Many of you — and I, for that matter — tend to pursue a project simply because of the latter. That you think it will provide value. You don’t know it will.

You’re going in blind. You embark on this grand journey for weeks, months, or years even just to reach the very end and find that it was all for naught. Going all-in on a bet with unknown probabilities. You need to raise your odds of playing a winning hand.

See, developers tend to put a heavy emphasis on the need to optimize for performance, speed, and scale. All are very important. Unfortunately, they tend to fall short on the one thing that’s most important: whether or not what you are building is truly needed.

In order to answer this question, you must take your problem and solution, and smash it into bits and pieces of “testable hypotheses.”

In other words, apply scientific theory and the Socratic method by taking an experiment-driven approach to development. Experiment-driven design is a method used to validate the success of your project. It increases the range of certainty.

By adopting this method, you’re no longer merely gambling. You’re playing your hand like a professional poker player using strategy, probability, and validation as the driving force behind your decisions.

To make this work, you need to first ask yourself how you might expend 10% of your effort up front to validate that your project will work.

You can think of this similarly to a minimal viable product where the expected value you create is the hypothesis. Normally, developers approach a singular path towards a solution by building out the entire product or feature without first validating the solution. With this method, you put a heavy emphasis on experimentation.

Instead of approaching the creation of value in one way, you instead try a plethora of different strategies, run A/B tests against small groups of non-biased users, and compare the small results of each strategy against one another. By deeply evaluating each experimental hypothesis early and often, you’re able to extract great confidence in what works and what doesn’t.

When you run an experimental test that works and promises high potential for the turnover rate that you yearn for, it gives you more confidence that whatever path you’re treading on is in fact the right and most valuable one.

If you incrementally validate each assumption, you’ll find yourself with the leverage you need to create the most long-term impact without too much risk. You’ll allow yourself to lower your probability of failure and heighten your probability of success.

Play Your Cards Right

I know you want to just put your head down and immediately start writing the best code that you can possibly imagine, but there’s no need to be in such a rush.
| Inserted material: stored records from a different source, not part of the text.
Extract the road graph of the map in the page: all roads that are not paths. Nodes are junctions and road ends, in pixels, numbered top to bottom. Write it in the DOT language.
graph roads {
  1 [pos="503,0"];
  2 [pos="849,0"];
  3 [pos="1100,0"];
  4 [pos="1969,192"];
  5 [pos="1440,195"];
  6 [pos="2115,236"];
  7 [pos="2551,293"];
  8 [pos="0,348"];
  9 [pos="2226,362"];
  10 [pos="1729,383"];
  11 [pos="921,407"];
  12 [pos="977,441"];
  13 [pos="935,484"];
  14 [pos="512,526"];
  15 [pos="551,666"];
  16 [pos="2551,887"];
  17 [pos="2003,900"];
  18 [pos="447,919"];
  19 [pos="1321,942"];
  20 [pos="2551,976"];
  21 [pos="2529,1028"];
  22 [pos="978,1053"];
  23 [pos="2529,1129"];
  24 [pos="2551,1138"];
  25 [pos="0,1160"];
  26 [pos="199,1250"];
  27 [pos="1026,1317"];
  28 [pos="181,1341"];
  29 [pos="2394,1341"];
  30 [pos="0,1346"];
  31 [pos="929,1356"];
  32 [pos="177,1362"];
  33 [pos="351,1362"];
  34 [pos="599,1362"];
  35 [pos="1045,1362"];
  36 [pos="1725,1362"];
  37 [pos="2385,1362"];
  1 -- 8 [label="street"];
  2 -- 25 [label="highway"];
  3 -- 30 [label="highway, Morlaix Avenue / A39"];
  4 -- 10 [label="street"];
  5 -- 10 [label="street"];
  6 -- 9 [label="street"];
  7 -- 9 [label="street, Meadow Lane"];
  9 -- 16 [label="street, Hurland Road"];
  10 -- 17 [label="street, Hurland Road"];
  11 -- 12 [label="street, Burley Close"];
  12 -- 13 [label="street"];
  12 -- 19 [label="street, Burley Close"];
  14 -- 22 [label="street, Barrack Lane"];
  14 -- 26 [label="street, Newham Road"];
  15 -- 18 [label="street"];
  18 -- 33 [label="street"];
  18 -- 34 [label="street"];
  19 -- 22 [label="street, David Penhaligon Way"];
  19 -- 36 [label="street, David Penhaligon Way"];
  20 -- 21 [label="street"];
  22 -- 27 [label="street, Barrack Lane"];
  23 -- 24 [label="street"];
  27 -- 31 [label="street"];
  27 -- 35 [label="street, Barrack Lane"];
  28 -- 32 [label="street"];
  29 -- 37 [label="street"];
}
I get it: You want to reach a deadline. You want to satisfy the client. You want to present a whole and ready product. You want to generate value as fast as you can. You want to build out the dream app sooner rather than later. So you just dive straight into things without looking at both sides of the road, just to get sidewinded by a car.

It doesn’t need to be that way. Experiment-driven design is a very simple and easy strategy to implement in your daily workflow.

For instance, as a developer consultant, I have many different projects that I work on across several different companies. One thing that’s made me successful so far is not delivering as fast as possible (though that helps) but keeping the client engaged and involved throughout the entire process. I aim to satisfy the client by building out a small piece of the pie that they’re asking for and reaching out for their input the entirety of the way. This way, I’m able to consistently gather information on what will provide them the most value.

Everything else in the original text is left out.